Distributed NoSQL databases are a popular method of storing key-value data. However these databases have drawbacks when it comes to accessing data. In most key-value stores, it is only possible to access data efficiently via the primary key. Searching for a particular value in the database would require investigating every key-value pair. This can be highly inefficient, and as there are many circumstances which require searching by some attribute of the value (a secondary attribute), this can lead to poor performance.

HyperDex

HyperDex is a NoSQL database that provides a rich API for key-value and document storage with multiple attributes. It was developed by Robert Escriva, then a PhD student at Cornell. HyperDex is a multi-index store, in which queries can be performed efficiently on multiple attributes. It does this by not only hashing on the key to determine which server the data maps to, but also on each attribute independently. This collection of hash values can be treated as a coordinate in n-dimensional space, where n is the number of attributes including the key.

Figure 1

This is visualized in Figure 1, with 3 dimensions or attributes: first name, last name, and phone number. Servers are split among these dimensions. If you have the values for all three attributes, this maps to a single point, and thus a single server. Information about each attribute essentially flattens the space along that dimension, reducing the number of servers needed to be contacted to find the data.

Figure 2

Figure 2 makes this clearer for one and two dimensions. In the one dimension case we have one attribute: first name. We have chosen 4 partitions, and thus the hash values are divided among the four partitions. In 2 dimensions, we still have four partitions, but only two in a given dimensions. Thus if you have information about a last name you can determine which column to search in, but cannot determine whether your data is in partition 2 or partition 4 (assuming the hash mapped to the second column).

As more attributes are added, the number of dimensions increases, which drastically increases the number of servers that need to be searched to find the data. In order to remedy this issue, HyperDex introduces subspaces, which produce copies of the data using a subset of the attributes. Since keys are primarily used the access the data, a subspace with only the key is created automatically. To handle fault tolerance, each partition of a subspace is duplicated.

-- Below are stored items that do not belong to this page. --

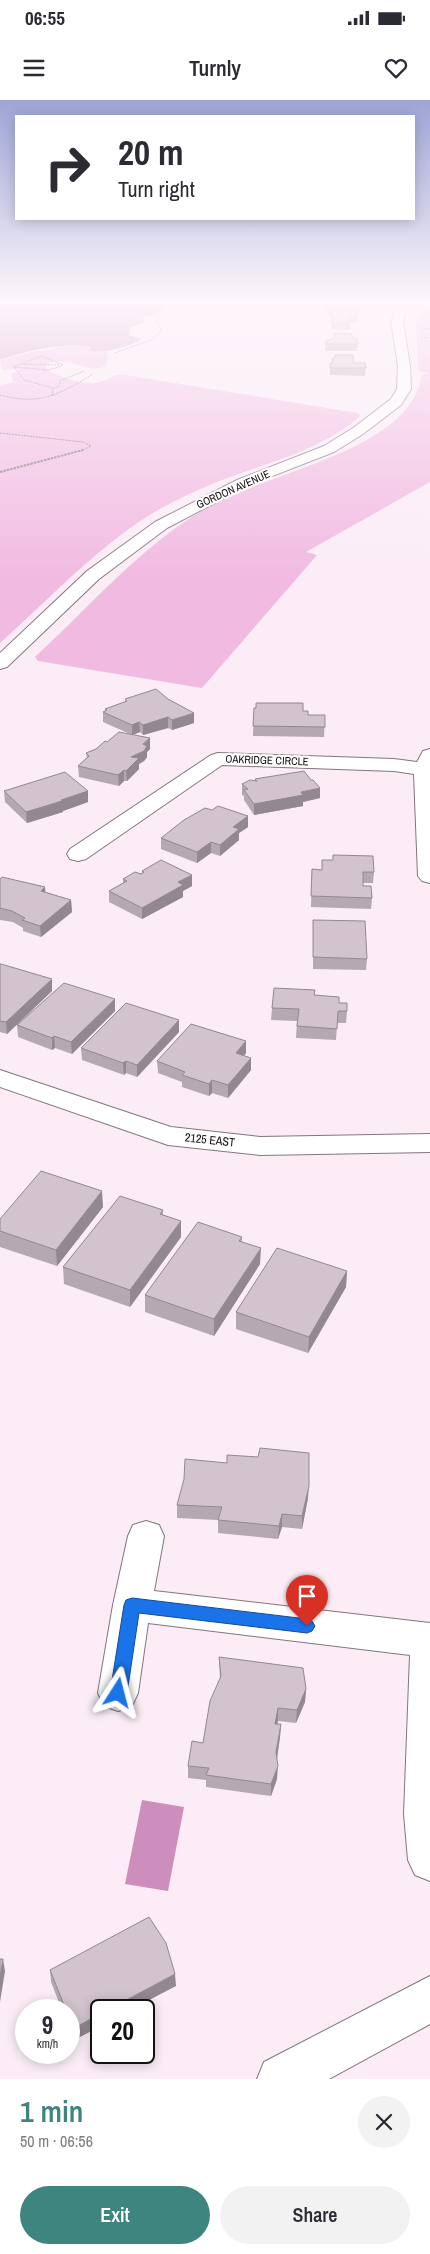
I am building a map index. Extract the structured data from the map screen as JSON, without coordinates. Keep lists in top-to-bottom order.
{
  "streets": {
    "main road": ["GORDON AVENUE", "OAKRIDGE CIRCLE", "2125 EAST"]
  },
  "page": {
    "status": "06:55",
    "header": "Turnly",
    "turn": ["20 m", "Turn right"],
    "speed": "9 km/h",
    "limit": "20",
    "heading": ["1 min", "50 m · 06:56"],
    "buttons": ["Exit", "Share"]
  }
}
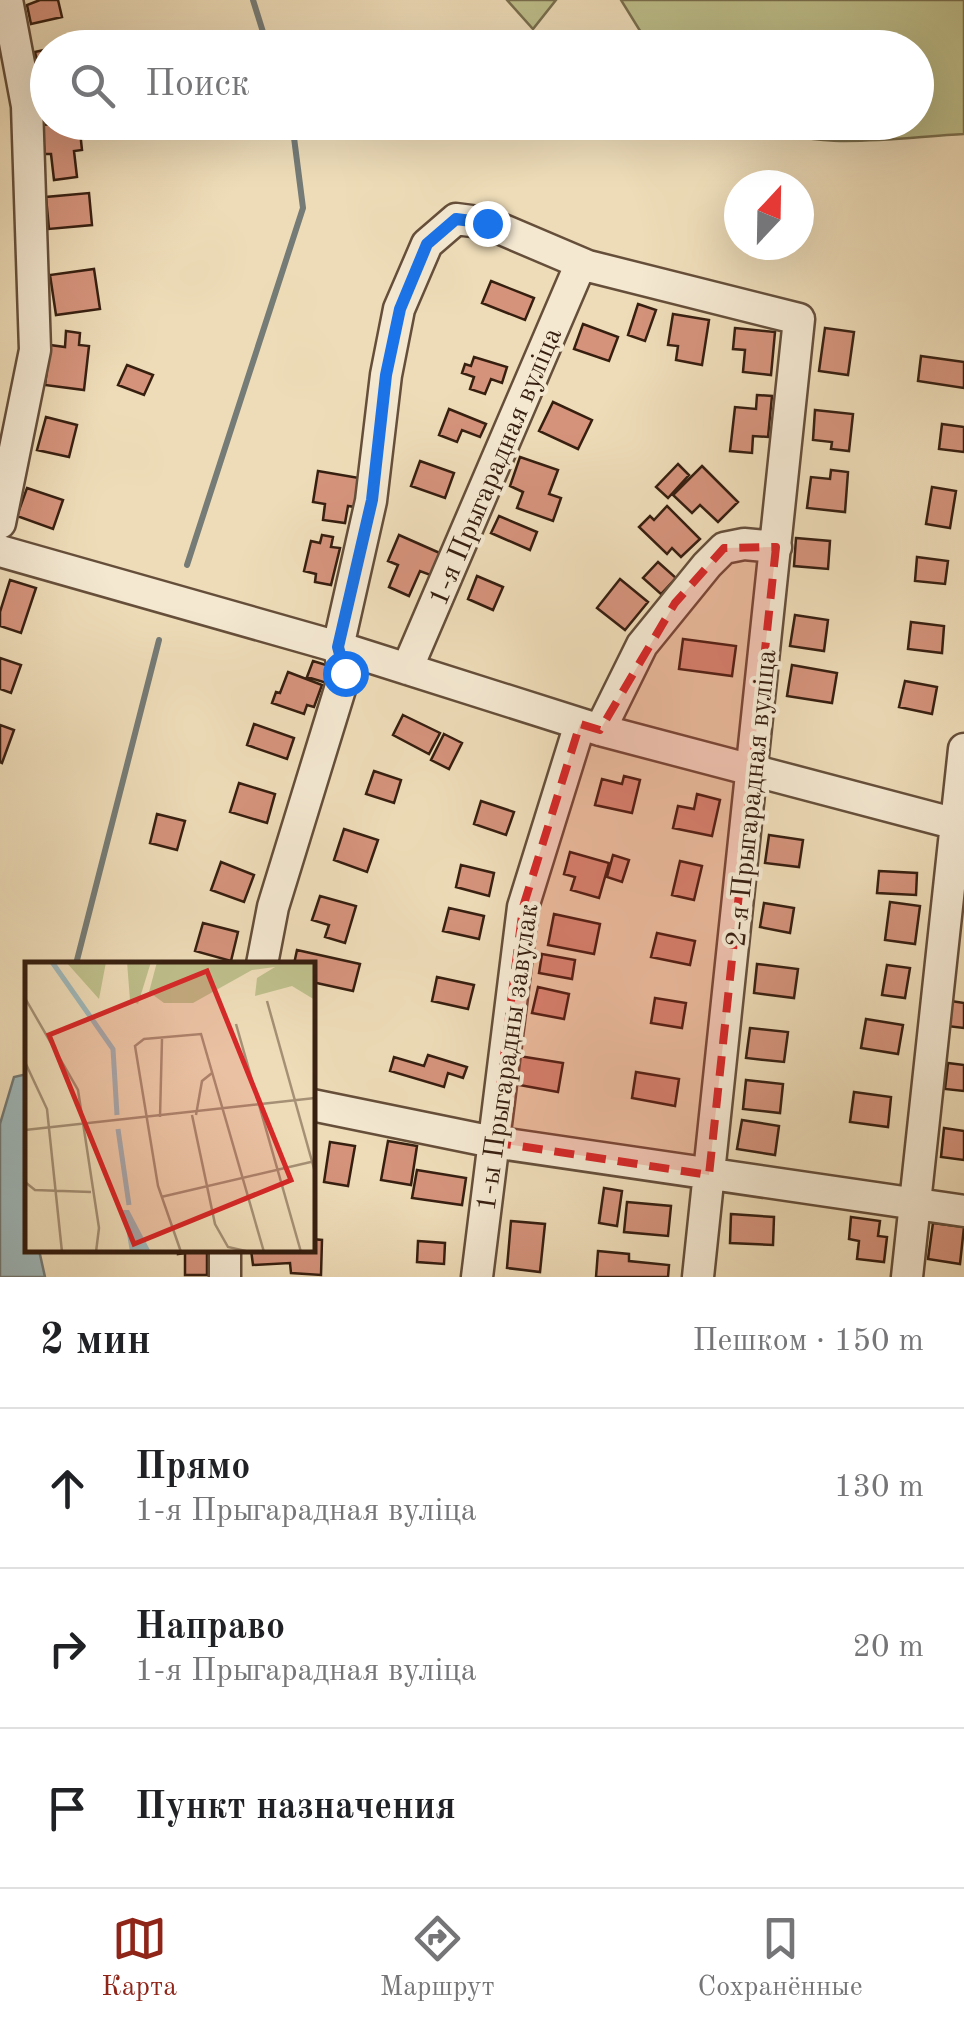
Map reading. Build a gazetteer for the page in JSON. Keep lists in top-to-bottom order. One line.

Since each subspace has an entire copy of the data, indexed by the subspace’s attributes, this means that each subspace is duplicated separately for each fault that needs to be tolerated.

Figure 3

For the rest of this report, we will be using the diagrams of the format in Figure 3 to demonstrate the concepts. We will be talking primarily about two subspaces, although all concepts can be extended to more. The number of attributes which make up a subspace simply determine which attributes are hashed to which regions, and thus are not relevant to the remainder of our paper.

Replex Improvements

While the HyperDex partitioning scheme is useful for reducing the number of servers that need to be contacted to retrieve data, the combination of different subspaces and replication for fault tolerance leads to a large storage overhead. A diagram for HyperDex with 12 partitions, tolerating 2 failures, is shown in Figure 4. The number of partitions and the fault tolerance leads to a total of 72 nodes. This does not directly correlate to the physical storage layer, as servers are spread across nodes, but contacting each node requires contacting a server and thus there is some correlation to the number of nodes and the general delay in the system. Due to their replication scheme, data has to be replicated 6 times in this case, 3 times per subspace, tolerating 2 failures. The replication scheme means that reads are fast in the case of failure as only the backup node has to be contacted.

Figure 4

This increase in replication and large storage overhead motivates Replex, a paper by Amy Tai which aims to make use of the fact that each subspace stores an entire copy of the data. Thus instead of using replication to handle fault tolerance, if a subspace node goes down it can be recovered using an alternative subspace. Tolerating n failures requires n + 1 subspaces, but since each subspace allows indexing over a different attribute, increasing subspaces comes with additional benefits. A case with 12 partitions, handling 1 failure is shown in Figure 5. The diagram indicates the potential problem with a simple replex. If a node goes down, every other node in the system has to be contacted to find data. This makes reads during failure much slower. However data is only replicated twice, making inserts much faster.

Figure 5

To handle the downsides of simple Replex, the paper introduces a novel concept they call a hybrid replex. This is shown in Figure 6 with 12 partitions, 2 subspaces, tolerating 2 failures. In a regular replex, data is sharded differently on each subspace and thus there is no relationship between two different subspaces. A hybrid subspace is a combination of two subspaces, and make use of both sharding functions to determine where data is placed on the hybrid. Thus in Figure 6, if a node goes down only 3 or 4 nodes have to be contacted for a read, depending which subspace the dead node was in. Because there are only 3 total subspaces, data is only replicated 3 times, but during failures, reads contact fewer nodes than in the normal replex case.

Figure 6

A comparison of all three are shown in the table below.

Table 1

Implementation

Installing HyperDex

Before we could begin running and modifying the HyperDex code, we first needed to get HyperDex installed. This proved to be a greater challenge than we had hoped. HyperDex contains over 50,000 lines of C++ code spread across multiple libraries, and has not been actively maintained since 2016. Eventually, after much trial and error, and after consulting with Robert (the creator of HyperDex) we were able to get the HyperDex code compiled and installed. During this process, we created a document with compilation instructions for those looking to compile the latest official release of HyperDex.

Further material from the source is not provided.